Her own reticence played a role as well. Rodrigues has never been much of talker. She grew up a pretty independent child, never really revealing her vision problems.
In hindsight, Bailey wishes he could have done more. But with his daughter bringing home decent grades, he didn’t want to pry. And as a single father, he had his hands plenty full already.
Besides, Rodrigues had multiple scholarship offers. She chose Utah because former Ute coach Elaine Elliott and then-assistant coach Levrets convinced her a true family atmosphere awaited in Salt Lake City. Rodrigues also was drawn to Elliott and her passion for the game. In fact, she wound up being Elliott’s last real big-time recruit before she retired.
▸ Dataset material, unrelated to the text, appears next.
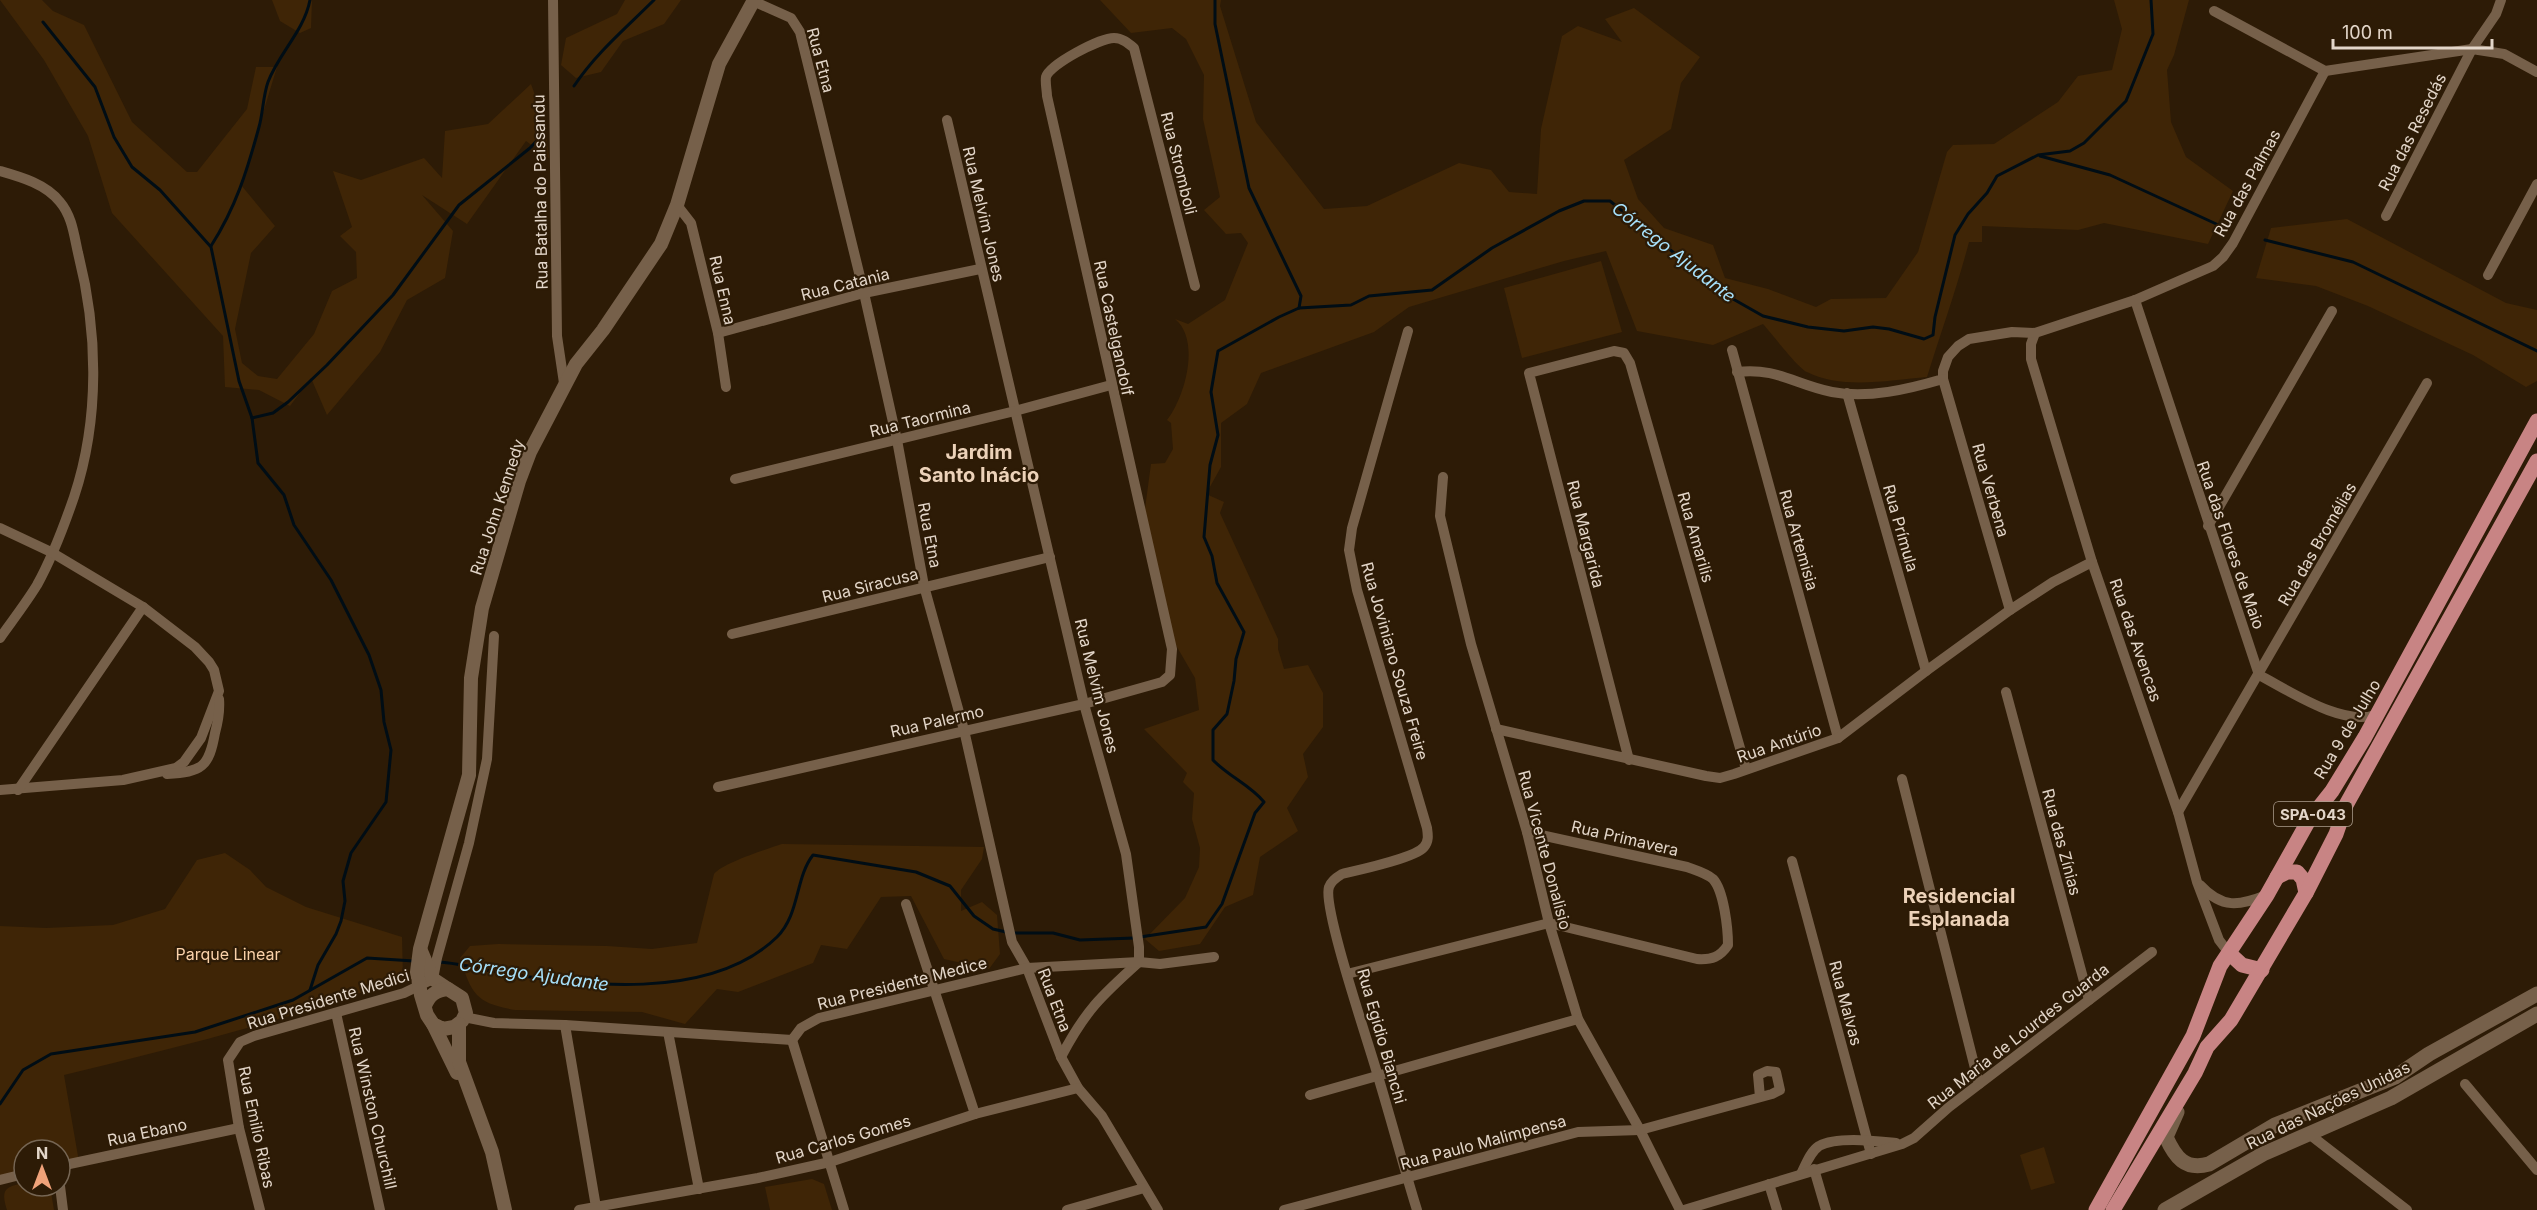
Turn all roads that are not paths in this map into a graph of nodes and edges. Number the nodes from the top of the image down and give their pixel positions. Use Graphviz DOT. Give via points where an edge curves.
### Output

"Utah really wanted her and put a lot of time into her," Bailey said.
Rodrigues came to the U. with some emotional baggage, though. Her father and mother, Andrea Walker, separated when Iwalani was a child, leading to almost 10 years of near-estrangement. The homesick freshman nearly bolted for home at one point, but stuck it out. She and her mother reunited that same year.
And finally, the vision problem got solved. Following the day she confessed to her coach that she couldn’t really see much of anything, Rodrigues went to an eye specialist and was outfitted with high-powered contact lenses.
Rodrigues has become one of the best players to ever wear a Utah uniform, and has emerged as a team leader as a senior for a Ute team toiling in its second season in the Pac-12. On the court, she’s one of the better shooting guards in the league, an offensive spark and a defensive ace on the perimeter. Off the court, she’s now pulling a 3.2 GPA and has become a beacon for her teammates.
"Iwalani is just an inspiration to us all," Utah guard Cheyenne Wilson said. "She’s been through so much in five years. There’s nothing that she hasn’t seen that we won’t see, so all of the younger players go to her for advice. She’s one of the best players and people on the team."